Vector databases in one paragraph
A vector database stores embeddings — numerical vector representations of content produced by an embedding model. Given a query embedding, the database returns the most similar stored embeddings (and their associated content) using approximate nearest-neighbour algorithms. Vector databases are the operational substrate of most production RAG systems: ingest documents, embed them, store them; at query time embed the question, retrieve the closest matches, give them to Claude.
Why vector databases matter
Traditional keyword search (BM25, full-text) finds documents that share words with the query. Vector search finds documents that share meaning. "How do I cancel my subscription" and "I want to stop my plan" share no keywords but share meaning — vector search finds both, keyword search finds only the literal match. For retrieval over enterprise content where users phrase queries in many different ways, vector search is qualitatively better.
Vector database options
Common production options:
- pgvector — Postgres extension, ideal when you already operate Postgres and corpus size is moderate (low millions of vectors). Lower operational overhead.

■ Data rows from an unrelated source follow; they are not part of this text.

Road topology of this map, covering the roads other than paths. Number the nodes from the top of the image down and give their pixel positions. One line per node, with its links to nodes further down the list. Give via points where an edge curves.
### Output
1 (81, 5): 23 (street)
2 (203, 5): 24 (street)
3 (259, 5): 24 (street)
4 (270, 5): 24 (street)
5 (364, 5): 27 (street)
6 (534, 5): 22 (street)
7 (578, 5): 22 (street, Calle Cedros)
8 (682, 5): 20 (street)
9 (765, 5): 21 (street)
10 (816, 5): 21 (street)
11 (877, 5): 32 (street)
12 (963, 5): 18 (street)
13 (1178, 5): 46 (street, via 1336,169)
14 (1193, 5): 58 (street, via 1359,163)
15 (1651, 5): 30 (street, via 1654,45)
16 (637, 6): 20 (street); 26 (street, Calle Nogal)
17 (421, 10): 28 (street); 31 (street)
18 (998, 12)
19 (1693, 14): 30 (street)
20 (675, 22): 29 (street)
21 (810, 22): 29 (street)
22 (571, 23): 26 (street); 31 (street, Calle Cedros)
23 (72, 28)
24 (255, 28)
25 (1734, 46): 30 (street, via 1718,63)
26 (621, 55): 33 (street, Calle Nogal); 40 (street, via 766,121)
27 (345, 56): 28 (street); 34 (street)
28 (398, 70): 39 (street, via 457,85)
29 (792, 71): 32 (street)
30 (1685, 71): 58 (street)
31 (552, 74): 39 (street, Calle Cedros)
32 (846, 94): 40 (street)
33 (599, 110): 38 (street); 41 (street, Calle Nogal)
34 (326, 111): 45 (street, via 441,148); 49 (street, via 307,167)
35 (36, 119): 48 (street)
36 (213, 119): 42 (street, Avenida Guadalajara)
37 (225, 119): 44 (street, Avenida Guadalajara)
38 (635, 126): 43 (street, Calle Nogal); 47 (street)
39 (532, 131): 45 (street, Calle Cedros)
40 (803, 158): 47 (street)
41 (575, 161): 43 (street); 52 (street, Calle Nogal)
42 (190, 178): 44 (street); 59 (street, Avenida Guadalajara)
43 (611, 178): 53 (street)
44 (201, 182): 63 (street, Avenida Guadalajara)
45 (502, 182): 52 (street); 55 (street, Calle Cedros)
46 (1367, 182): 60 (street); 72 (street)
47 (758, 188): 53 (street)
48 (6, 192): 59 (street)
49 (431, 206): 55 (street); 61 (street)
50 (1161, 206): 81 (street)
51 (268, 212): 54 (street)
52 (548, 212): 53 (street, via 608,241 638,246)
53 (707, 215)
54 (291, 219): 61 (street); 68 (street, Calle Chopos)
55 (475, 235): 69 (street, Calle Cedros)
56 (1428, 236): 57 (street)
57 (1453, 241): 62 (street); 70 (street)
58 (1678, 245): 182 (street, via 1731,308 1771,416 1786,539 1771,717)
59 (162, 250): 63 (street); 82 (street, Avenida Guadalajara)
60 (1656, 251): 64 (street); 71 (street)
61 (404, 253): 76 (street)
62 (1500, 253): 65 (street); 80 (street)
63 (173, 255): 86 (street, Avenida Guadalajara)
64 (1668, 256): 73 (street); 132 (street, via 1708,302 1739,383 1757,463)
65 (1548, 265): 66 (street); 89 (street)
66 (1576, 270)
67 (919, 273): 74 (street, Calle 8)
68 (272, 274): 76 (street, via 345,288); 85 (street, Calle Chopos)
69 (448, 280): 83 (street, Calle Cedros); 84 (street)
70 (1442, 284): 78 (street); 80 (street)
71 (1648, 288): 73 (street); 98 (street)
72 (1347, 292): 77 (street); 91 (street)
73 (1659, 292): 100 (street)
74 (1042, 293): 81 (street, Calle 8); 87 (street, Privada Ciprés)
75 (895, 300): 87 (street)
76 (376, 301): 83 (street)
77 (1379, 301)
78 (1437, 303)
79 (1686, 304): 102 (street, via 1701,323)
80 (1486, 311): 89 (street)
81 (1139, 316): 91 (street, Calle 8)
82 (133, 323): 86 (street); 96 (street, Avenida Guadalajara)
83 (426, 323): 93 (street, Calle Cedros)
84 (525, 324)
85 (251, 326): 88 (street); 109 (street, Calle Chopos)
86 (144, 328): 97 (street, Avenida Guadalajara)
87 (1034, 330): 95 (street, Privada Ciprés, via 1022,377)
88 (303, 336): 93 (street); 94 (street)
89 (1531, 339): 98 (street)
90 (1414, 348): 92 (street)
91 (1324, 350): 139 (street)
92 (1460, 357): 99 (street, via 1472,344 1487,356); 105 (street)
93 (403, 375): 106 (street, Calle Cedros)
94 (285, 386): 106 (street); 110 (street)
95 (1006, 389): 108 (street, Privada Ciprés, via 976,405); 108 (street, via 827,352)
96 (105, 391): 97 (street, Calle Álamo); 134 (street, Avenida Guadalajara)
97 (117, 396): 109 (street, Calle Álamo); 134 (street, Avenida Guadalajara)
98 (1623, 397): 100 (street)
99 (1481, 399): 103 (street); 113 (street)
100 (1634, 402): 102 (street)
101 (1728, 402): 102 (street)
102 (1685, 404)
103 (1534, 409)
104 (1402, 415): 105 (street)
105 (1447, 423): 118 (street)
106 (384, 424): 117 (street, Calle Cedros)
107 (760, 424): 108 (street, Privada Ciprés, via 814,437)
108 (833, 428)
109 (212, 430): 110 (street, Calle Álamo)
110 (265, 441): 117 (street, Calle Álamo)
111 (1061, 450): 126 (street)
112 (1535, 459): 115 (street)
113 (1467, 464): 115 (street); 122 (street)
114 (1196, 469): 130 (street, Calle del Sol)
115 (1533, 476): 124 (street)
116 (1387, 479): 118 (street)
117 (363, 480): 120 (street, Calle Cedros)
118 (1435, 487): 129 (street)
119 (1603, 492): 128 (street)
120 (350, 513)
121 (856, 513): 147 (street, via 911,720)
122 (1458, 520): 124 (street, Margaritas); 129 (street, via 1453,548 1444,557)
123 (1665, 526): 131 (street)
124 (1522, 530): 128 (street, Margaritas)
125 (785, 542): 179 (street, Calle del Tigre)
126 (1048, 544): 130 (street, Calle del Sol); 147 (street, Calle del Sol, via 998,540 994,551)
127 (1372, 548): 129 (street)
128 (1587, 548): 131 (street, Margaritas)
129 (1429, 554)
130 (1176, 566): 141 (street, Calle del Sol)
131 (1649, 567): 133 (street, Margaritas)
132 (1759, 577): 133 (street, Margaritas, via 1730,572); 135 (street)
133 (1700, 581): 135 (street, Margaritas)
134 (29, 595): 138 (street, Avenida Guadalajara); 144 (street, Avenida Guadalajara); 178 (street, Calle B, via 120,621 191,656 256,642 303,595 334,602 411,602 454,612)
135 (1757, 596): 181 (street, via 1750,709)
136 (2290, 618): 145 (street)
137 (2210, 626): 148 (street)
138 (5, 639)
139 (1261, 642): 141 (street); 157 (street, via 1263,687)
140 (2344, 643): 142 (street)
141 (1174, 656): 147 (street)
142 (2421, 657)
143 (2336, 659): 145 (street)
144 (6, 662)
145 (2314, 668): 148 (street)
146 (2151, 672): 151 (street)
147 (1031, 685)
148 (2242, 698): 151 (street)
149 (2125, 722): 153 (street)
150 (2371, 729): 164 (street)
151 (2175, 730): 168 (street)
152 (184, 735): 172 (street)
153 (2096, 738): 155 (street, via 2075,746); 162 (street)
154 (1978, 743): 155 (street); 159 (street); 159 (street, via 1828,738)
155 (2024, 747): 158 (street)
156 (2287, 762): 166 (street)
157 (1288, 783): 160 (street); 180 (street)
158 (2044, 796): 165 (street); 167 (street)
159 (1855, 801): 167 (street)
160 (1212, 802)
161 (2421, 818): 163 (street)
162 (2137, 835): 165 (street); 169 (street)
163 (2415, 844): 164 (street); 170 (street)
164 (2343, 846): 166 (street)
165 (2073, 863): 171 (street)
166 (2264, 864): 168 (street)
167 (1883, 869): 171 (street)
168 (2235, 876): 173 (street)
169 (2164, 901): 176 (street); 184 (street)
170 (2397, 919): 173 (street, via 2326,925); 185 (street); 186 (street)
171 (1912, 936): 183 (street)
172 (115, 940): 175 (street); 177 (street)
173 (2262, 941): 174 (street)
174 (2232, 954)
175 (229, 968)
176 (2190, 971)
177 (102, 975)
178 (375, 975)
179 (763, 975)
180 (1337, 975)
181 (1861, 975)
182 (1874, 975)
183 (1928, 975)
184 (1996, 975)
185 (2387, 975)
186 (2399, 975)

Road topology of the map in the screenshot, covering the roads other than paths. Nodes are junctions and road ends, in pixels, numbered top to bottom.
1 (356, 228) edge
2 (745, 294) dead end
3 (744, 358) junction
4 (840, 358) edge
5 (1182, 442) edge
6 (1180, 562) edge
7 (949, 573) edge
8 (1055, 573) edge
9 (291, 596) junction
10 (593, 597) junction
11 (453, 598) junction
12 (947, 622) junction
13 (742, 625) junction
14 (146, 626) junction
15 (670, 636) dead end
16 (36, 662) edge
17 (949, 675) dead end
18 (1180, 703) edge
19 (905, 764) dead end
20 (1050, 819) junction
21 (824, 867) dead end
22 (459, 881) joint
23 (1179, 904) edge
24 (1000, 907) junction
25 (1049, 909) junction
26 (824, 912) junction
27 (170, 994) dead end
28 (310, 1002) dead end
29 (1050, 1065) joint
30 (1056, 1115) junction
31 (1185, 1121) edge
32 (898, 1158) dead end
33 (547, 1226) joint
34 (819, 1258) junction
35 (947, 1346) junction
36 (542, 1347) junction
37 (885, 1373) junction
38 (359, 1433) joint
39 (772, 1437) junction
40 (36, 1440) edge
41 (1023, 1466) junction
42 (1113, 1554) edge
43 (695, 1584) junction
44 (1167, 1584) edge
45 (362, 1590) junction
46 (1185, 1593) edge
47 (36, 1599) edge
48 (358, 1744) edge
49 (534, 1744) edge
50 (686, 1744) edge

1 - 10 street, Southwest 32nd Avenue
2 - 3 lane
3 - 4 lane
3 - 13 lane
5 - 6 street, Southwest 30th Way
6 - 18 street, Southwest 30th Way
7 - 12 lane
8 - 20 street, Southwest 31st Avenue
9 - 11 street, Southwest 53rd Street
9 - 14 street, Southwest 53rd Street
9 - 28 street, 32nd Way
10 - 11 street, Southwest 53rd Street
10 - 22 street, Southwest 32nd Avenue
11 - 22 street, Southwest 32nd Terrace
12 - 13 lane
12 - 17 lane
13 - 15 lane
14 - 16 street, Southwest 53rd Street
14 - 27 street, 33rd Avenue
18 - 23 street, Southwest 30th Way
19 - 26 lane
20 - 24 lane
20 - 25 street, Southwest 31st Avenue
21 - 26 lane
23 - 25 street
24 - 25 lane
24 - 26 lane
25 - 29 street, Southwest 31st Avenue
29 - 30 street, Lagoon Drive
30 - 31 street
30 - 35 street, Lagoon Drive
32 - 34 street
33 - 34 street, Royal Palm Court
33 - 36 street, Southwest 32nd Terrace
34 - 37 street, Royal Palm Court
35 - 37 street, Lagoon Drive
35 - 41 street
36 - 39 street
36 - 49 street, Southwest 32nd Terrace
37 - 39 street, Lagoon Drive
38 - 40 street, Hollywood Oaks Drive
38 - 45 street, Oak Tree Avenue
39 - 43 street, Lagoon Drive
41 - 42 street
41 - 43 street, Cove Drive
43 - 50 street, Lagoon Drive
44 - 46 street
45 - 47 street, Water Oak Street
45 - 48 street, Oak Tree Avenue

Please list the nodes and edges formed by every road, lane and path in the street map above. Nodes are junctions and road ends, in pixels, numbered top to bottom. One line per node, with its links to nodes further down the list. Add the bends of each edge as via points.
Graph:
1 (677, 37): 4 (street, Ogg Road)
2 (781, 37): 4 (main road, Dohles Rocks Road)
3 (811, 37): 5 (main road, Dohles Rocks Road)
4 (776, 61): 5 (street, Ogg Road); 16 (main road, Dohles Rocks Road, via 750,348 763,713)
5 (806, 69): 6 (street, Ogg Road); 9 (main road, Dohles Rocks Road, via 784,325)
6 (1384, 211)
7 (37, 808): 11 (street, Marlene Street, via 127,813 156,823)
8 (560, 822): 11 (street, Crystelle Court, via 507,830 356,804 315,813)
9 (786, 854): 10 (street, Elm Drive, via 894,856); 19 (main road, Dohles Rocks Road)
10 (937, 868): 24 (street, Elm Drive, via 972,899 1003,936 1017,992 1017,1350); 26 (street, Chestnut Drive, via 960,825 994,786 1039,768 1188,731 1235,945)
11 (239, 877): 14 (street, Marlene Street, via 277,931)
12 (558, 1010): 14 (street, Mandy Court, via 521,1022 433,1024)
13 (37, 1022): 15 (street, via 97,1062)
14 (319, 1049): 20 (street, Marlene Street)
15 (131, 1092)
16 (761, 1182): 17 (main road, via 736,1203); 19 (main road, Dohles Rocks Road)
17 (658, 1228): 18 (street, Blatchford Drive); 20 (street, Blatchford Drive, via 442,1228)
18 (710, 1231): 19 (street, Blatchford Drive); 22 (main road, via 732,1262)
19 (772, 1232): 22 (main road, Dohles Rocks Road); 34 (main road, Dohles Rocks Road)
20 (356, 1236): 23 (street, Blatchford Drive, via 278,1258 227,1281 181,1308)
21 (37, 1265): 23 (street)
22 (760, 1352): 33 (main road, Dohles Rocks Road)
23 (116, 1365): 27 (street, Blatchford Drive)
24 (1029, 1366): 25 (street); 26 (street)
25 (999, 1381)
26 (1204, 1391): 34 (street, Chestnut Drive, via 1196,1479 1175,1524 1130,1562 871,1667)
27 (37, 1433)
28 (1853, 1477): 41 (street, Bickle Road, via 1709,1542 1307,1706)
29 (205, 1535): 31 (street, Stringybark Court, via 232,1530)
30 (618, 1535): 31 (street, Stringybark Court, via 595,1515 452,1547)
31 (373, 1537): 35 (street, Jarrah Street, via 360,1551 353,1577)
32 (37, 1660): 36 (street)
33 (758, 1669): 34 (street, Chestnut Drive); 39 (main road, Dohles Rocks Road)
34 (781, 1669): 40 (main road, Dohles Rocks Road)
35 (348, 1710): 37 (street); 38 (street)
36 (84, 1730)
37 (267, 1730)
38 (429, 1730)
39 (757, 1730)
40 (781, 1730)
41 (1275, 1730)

- Pinecone — hosted vector database with operational simplicity. Common choice for teams that want to outsource the operations.
- Weaviate — hybrid search (vector + keyword) is first-class. Open-source with hosted offering.
- Qdrant — high-performance, especially under heavy query load. Open-source with hosted offering.
- Chroma — lightweight, common for prototyping and smaller corpora.
- AWS / GCP / Azure native — hyperscaler vector services, useful when consolidating on a single cloud.
NINtec's Discovery phase recommends a vector database based on corpus size, query rate, latency budget, and operational posture.
Beyond simple vector search
Production retrieval is rarely pure vector search. Common augmentations:
- Hybrid search — combine vector and BM25 keyword results, then merge
- Re-ranking — use a cross-encoder model to re-score the top-N candidates
- Metadata filtering — restrict search to chunks matching tenant, date range, or document type
- Multi-query — generate multiple query variants and union the results
- Recursive retrieval — retrieve, summarise, retrieve again with the summary
NINtec's RAG practice tunes the retrieval pattern against your specific eval set rather than starting from a generic recipe.